Question

the sum of an integer and twice the next integer is 41. find the two integers with method how 14 ans cmae in this

Answer 1

Let the required two consecutive integers are a and a + 1,

According to the question :

= > Sum of integer + twice of next integer = 41

= > a + twice of ( a + 1 ) = 41

= > a + 2( a + 1 ) = 41

= > a + 2a + 2 = 41

= > 3a = 41 - 2

= > 3a = 39

= > a = 39 / 3

= > a = 13


Hence,
Required numbers are a = 13 and a + 1 = 13 + 1 = 14


Thus,
Required two integers are 13 and 14.
$\:$

Answer 2

• Integers :

  The set which is made with the help of whole numbers, like 0, ± 1, ± 2, ± 3, ... is called the set of Integers. The set of natural numbers, denoted by ℕ is the set of all positive integers ℤ⁺.

• Solution :

Let us consider the two consecutive integers to be x and (x + 1)

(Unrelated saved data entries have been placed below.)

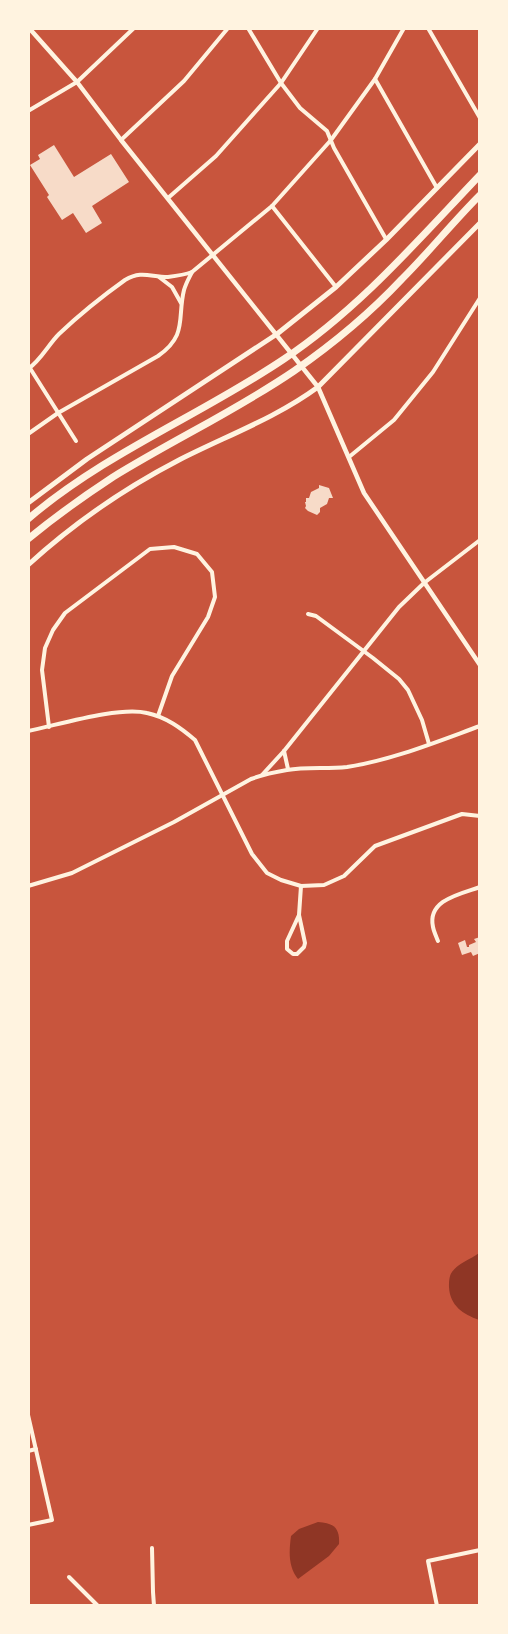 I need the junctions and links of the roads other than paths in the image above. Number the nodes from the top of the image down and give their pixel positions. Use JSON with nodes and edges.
{"nodes":[{"id":1,"x":29,"y":28,"type":"edge"},
{"id":2,"x":134,"y":28,"type":"edge"},
{"id":3,"x":228,"y":28,"type":"edge"},
{"id":4,"x":248,"y":28,"type":"edge"},
{"id":5,"x":318,"y":28,"type":"edge"},
{"id":6,"x":404,"y":28,"type":"edge"},
{"id":7,"x":428,"y":28,"type":"edge"},
{"id":8,"x":375,"y":79,"type":"junction"},
{"id":9,"x":77,"y":82,"type":"junction"},
{"id":10,"x":281,"y":83,"type":"junction"},
{"id":11,"x":28,"y":111,"type":"edge"},
{"id":12,"x":480,"y":118,"type":"edge"},
{"id":13,"x":121,"y":140,"type":"junction"},
{"id":14,"x":332,"y":140,"type":"junction"},
{"id":15,"x":480,"y":144,"type":"edge"},
{"id":16,"x":480,"y":175,"type":"edge"},
{"id":17,"x":437,"y":188,"type":"junction"},
{"id":18,"x":480,"y":196,"type":"edge"},
{"id":19,"x":168,"y":198,"type":"junction"},
{"id":20,"x":272,"y":206,"type":"junction"},
{"id":21,"x":480,"y":223,"type":"edge"},
{"id":22,"x":386,"y":240,"type":"junction"},
{"id":23,"x":213,"y":255,"type":"junction"},
{"id":24,"x":192,"y":272,"type":"junction"},
{"id":25,"x":158,"y":276,"type":"junction"},
{"id":26,"x":336,"y":287,"type":"junction"},
{"id":27,"x":480,"y":298,"type":"edge"},
{"id":28,"x":182,"y":303,"type":"junction"},
{"id":29,"x":277,"y":334,"type":"junction"},
{"id":30,"x":29,"y":367,"type":"edge"},
{"id":31,"x":318,"y":387,"type":"junction"},
{"id":32,"x":58,"y":413,"type":"junction"},
{"id":33,"x":28,"y":434,"type":"edge"},
{"id":34,"x":76,"y":441,"type":"dead end"},
{"id":35,"x":349,"y":457,"type":"junction"},
{"id":36,"x":28,"y":503,"type":"edge"},
{"id":37,"x":28,"y":519,"type":"edge"},
{"id":38,"x":28,"y":539,"type":"edge"},
{"id":39,"x":480,"y":540,"type":"edge"},
{"id":40,"x":28,"y":565,"type":"edge"},
{"id":41,"x":424,"y":583,"type":"junction"},
{"id":42,"x":308,"y":614,"type":"dead end"},
{"id":43,"x":364,"y":651,"type":"junction"},
{"id":44,"x":480,"y":664,"type":"edge"},
{"id":45,"x":158,"y":716,"type":"junction"},
{"id":46,"x":480,"y":726,"type":"edge"},
{"id":47,"x":49,"y":727,"type":"junction"},
{"id":48,"x":28,"y":731,"type":"edge"},
{"id":49,"x":429,"y":744,"type":"junction"},
{"id":50,"x":284,"y":751,"type":"junction"},
{"id":51,"x":288,"y":769,"type":"junction"},
{"id":52,"x":262,"y":775,"type":"junction"},
{"id":53,"x":223,"y":796,"type":"junction"},
{"id":54,"x":480,"y":816,"type":"edge"},
{"id":55,"x":28,"y":886,"type":"edge"},
{"id":56,"x":301,"y":886,"type":"junction"},
{"id":57,"x":480,"y":887,"type":"edge"},
{"id":58,"x":299,"y":915,"type":"junction"},
{"id":59,"x":438,"y":941,"type":"dead end"},
{"id":60,"x":28,"y":1415,"type":"edge"},
{"id":61,"x":36,"y":1449,"type":"junction"},
{"id":62,"x":28,"y":1451,"type":"edge"},
{"id":63,"x":28,"y":1525,"type":"edge"},
{"id":64,"x":152,"y":1548,"type":"dead end"},
{"id":65,"x":480,"y":1550,"type":"edge"},
{"id":66,"x":69,"y":1576,"type":"dead end"},
{"id":67,"x":98,"y":1605,"type":"edge"},
{"id":68,"x":154,"y":1605,"type":"edge"},
{"id":69,"x":437,"y":1605,"type":"edge"}],
"edges":[{"from":1,"to":9,"type":"street"},
{"from":2,"to":9,"type":"street"},
{"from":3,"to":13,"type":"street"},
{"from":4,"to":10,"type":"street"},
{"from":5,"to":10,"type":"street"},
{"from":6,"to":8,"type":"street"},
{"from":7,"to":12,"type":"street"},
{"from":8,"to":14,"type":"street"},
{"from":8,"to":17,"type":"street"},
{"from":9,"to":11,"type":"street"},
{"from":9,"to":13,"type":"street"},
{"from":10,"to":14,"type":"street"},
{"from":10,"to":19,"type":"street"},
{"from":13,"to":19,"type":"street"},
{"from":14,"to":20,"type":"street"},
{"from":14,"to":22,"type":"street"},
{"from":15,"to":17,"type":"main road"},
{"from":16,"to":37,"type":"highway"},
{"from":17,"to":22,"type":"main road"},
{"from":18,"to":38,"type":"highway"},
{"from":19,"to":23,"type":"street"},
{"from":20,"to":23,"type":"street"},
{"from":20,"to":26,"type":"street"},
{"from":21,"to":31,"type":"main road"},
{"from":22,"to":26,"type":"main road"},
{"from":23,"to":24,"type":"street"},
{"from":23,"to":29,"type":"street"},
{"from":24,"to":25,"type":"street"},
{"from":24,"to":28,"type":"street"},
{"from":25,"to":28,"type":"street"},
{"from":25,"to":30,"type":"street"},
{"from":26,"to":29,"type":"main road"},
{"from":27,"to":35,"type":"street"},
{"from":28,"to":32,"type":"street"},
{"from":29,"to":31,"type":"street"},
{"from":29,"to":36,"type":"main road"},
{"from":30,"to":32,"type":"street"},
{"from":31,"to":35,"type":"street"},
{"from":31,"to":40,"type":"main road"},
{"from":32,"to":33,"type":"street"},
{"from":32,"to":34,"type":"street"},
{"from":35,"to":41,"type":"street"},
{"from":39,"to":41,"type":"street"},
{"from":41,"to":43,"type":"street"},
{"from":41,"to":44,"type":"street"},
{"from":42,"to":43,"type":"street"},
{"from":43,"to":49,"type":"street"},
{"from":43,"to":50,"type":"street"},
{"from":45,"to":47,"type":"street"},
{"from":45,"to":47,"type":"street"},
{"from":45,"to":53,"type":"street"},
{"from":46,"to":49,"type":"street"},
{"from":47,"to":48,"type":"street"},
{"from":49,"to":51,"type":"street"},
{"from":50,"to":51,"type":"street"},
{"from":50,"to":52,"type":"street"},
{"from":51,"to":52,"type":"street"},
{"from":52,"to":53,"type":"street"},
{"from":53,"to":55,"type":"street"},
{"from":53,"to":56,"type":"street"},
{"from":54,"to":56,"type":"street"},
{"from":56,"to":58,"type":"street"},
{"from":57,"to":59,"type":"street"},
{"from":58,"to":58,"type":"street"},
{"from":60,"to":61,"type":"street"},
{"from":61,"to":62,"type":"street"},
{"from":61,"to":63,"type":"street"},
{"from":64,"to":68,"type":"street"},
{"from":65,"to":69,"type":"street"},
{"from":66,"to":67,"type":"street"}]}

By the given condition, the sum of the first integer and twice the next integer is 41

  ⇒ x + 2 (x + 1) = 41

  ⇒ x + 2x + 2 = 41

  ⇒ 3x = 41 - 2

  ⇒ 3x = 39

  ⇒ x = $\dfrac{39}{3}$

  ⇒ x = $\dfrac{\cancel{3}*13}{\cancel{3}}$

  ⇒ x = 13

∴ The two consecutive integers are

  13 and (13 + 1)

  i.e., 13 and 14

• Verification :

  The 1st integer = 13

  Next integer = 14

∴ 1st integer + twice the next integer

  = 13 + 2 ( 14 )

  = 13 + 28

  = 41

Thus, verified.